• What to work on:
In the records that follow, count the lines where the string "Avram" appears, and give the count with nothing added.

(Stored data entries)
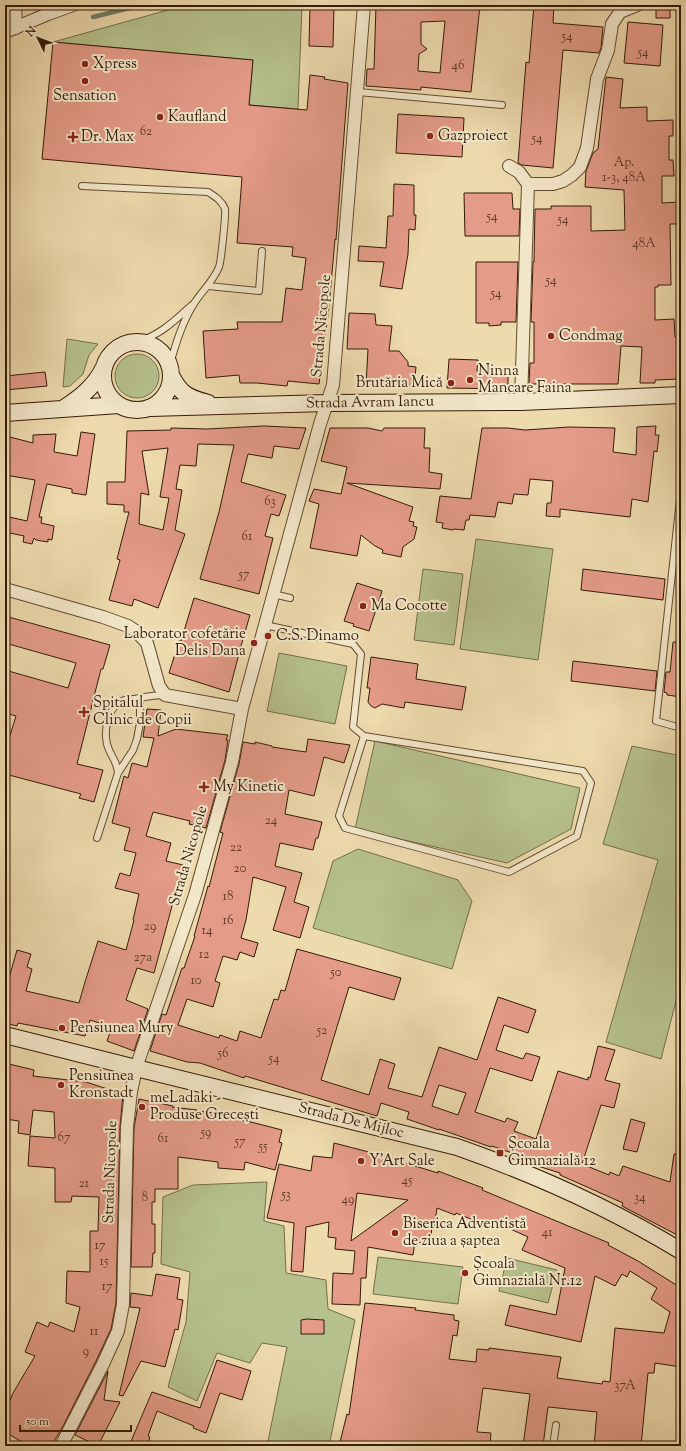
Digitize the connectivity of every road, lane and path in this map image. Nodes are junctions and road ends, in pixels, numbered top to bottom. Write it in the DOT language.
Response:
graph roads {
  1 [pos="15,5"];
  2 [pos="73,5"];
  3 [pos="364,5"];
  4 [pos="637,5"];
  5 [pos="10,30"];
  6 [pos="358,92"];
  7 [pos="502,105"];
  8 [pos="509,166"];
  9 [pos="528,184"];
  10 [pos="82,186"];
  11 [pos="262,252"];
  12 [pos="208,286"];
  13 [pos="195,302"];
  14 [pos="140,341"];
  15 [pos="104,367"];
  16 [pos="171,370"];
  17 [pos="681,395"];
  18 [pos="521,402"];
  19 [pos="328,403"];
  20 [pos="119,405"];
  21 [pos="220,406"];
  22 [pos="64,408"];
  23 [pos="150,408"];
  24 [pos="5,413"];
  25 [pos="5,417"];
  26 [pos="681,490"];
  27 [pos="5,589"];
  28 [pos="273,594"];
  29 [pos="290,598"];
  30 [pos="265,625"];
  31 [pos="165,695"];
  32 [pos="140,698"];
  33 [pos="242,709"];
  34 [pos="681,728"];
  35 [pos="364,736"];
  36 [pos="118,773"];
  37 [pos="97,838"];
  38 [pos="5,1034"];
  39 [pos="136,1068"];
  40 [pos="681,1251"];
  41 [pos="556,1425"];
  42 [pos="61,1446"];
  43 [pos="553,1446"];
  1 -- 5 [label="street"];
  2 -- 5 [label="street"];
  3 -- 6 [label="street, Strada Nicopole"];
  4 -- 9 [label="street"];
  6 -- 7 [label="lane"];
  6 -- 19 [label="street, Strada Nicopole"];
  8 -- 9 [label="street"];
  9 -- 18 [label="street"];
  10 -- 12 [label="lane"];
  11 -- 12 [label="lane"];
  12 -- 13 [label="lane"];
  13 -- 14 [label="lane"];
  13 -- 16 [label="lane"];
  14 -- 15 [label="street"];
  14 -- 16 [label="street"];
  15 -- 20 [label="street"];
  15 -- 22 [label="street"];
  16 -- 21 [label="street, Strada Avram Iancu"];
  16 -- 23 [label="street"];
  17 -- 18 [label="street, Strada Avram Iancu"];
  18 -- 19 [label="street, Strada Avram Iancu"];
  19 -- 21 [label="street, Strada Avram Iancu"];
  19 -- 28 [label="street, Strada Nicopole"];
  20 -- 22 [label="street"];
  20 -- 23 [label="street"];
  21 -- 23 [label="street, Strada Avram Iancu"];
  22 -- 24 [label="street"];
  24 -- 25 [label="street"];
  26 -- 34 [label="lane"];
  27 -- 31 [label="street"];
  28 -- 29 [label="lane"];
  28 -- 30 [label="street, Strada Nicopole"];
  30 -- 33 [label="street, Strada Nicopole"];
  30 -- 35 [label="lane"];
  31 -- 32 [label="lane"];
  31 -- 33 [label="street"];
  32 -- 36 [label="lane"];
  32 -- 36 [label="lane"];
  33 -- 39 [label="street, Strada Nicopole"];
  35 -- 35 [label="lane"];
  36 -- 37 [label="lane"];
  38 -- 39 [label="street, Strada De Mijloc"];
  39 -- 40 [label="street, Strada De Mijloc"];
  39 -- 42 [label="street, Strada Nicopole"];
  41 -- 43 [label="lane"];
}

• Answer to the exercise:
5